For the first proof, I think line 10 is wrong. I need the existential hypothesis rule to depend on all the assumptions where v is free. This happens in lines 1,2 and MAYBE 3. If v is a free variable in line 3, then i'm sorted and everything is right. If it isn't, then I have a problem on my hands.

There's a similar problem for the second proof too.

Useful things:

The far left number show the assumptions a line depends on. The bracketed number is the line number and the far right column is the rules column.

As s = Assumption
Taut = Tautology
CP = Conditional Proposition
EH= Existential Hypothesis

#### Evgeny.Makarov

##### Well-known member
MHB Math Scholar
I think both proofs are fine.
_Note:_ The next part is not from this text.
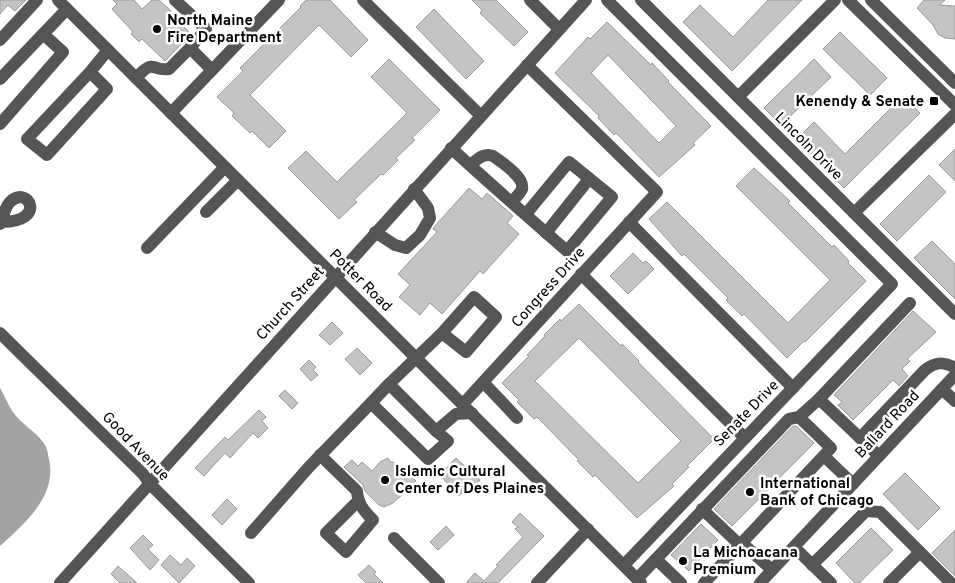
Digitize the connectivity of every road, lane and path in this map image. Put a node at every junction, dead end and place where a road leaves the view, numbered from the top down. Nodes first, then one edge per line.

In the first proof, you just do some propositional reasoning, namely, deriving $\neg\psi$ from $\phi$ and $\neg\phi\leftrightarrow\psi$. In the second proof, this subderivation is contracted into one step because you can do arbitrary propositional reasoning in one step.

The restriction on EH, which derives some $\chi$ from $\exists v\,\theta$ and a subderivation of $\chi$ from $\theta$, is that $v$ can occur freely only in $\theta$: it cannot occur freely in $\chi$ nor in other open assumptions of $\chi$ except $\theta$. In your case, $\neg\psi$ has open assumptions $\forall x\,\phi$ and $\neg\phi\leftrightarrow\psi$. The variable $v$ occurs freely in $\neg\phi\leftrightarrow\psi$ but not in $\forall x\,\phi$ or $\neg\psi$. Therefore, the application of EH is justified.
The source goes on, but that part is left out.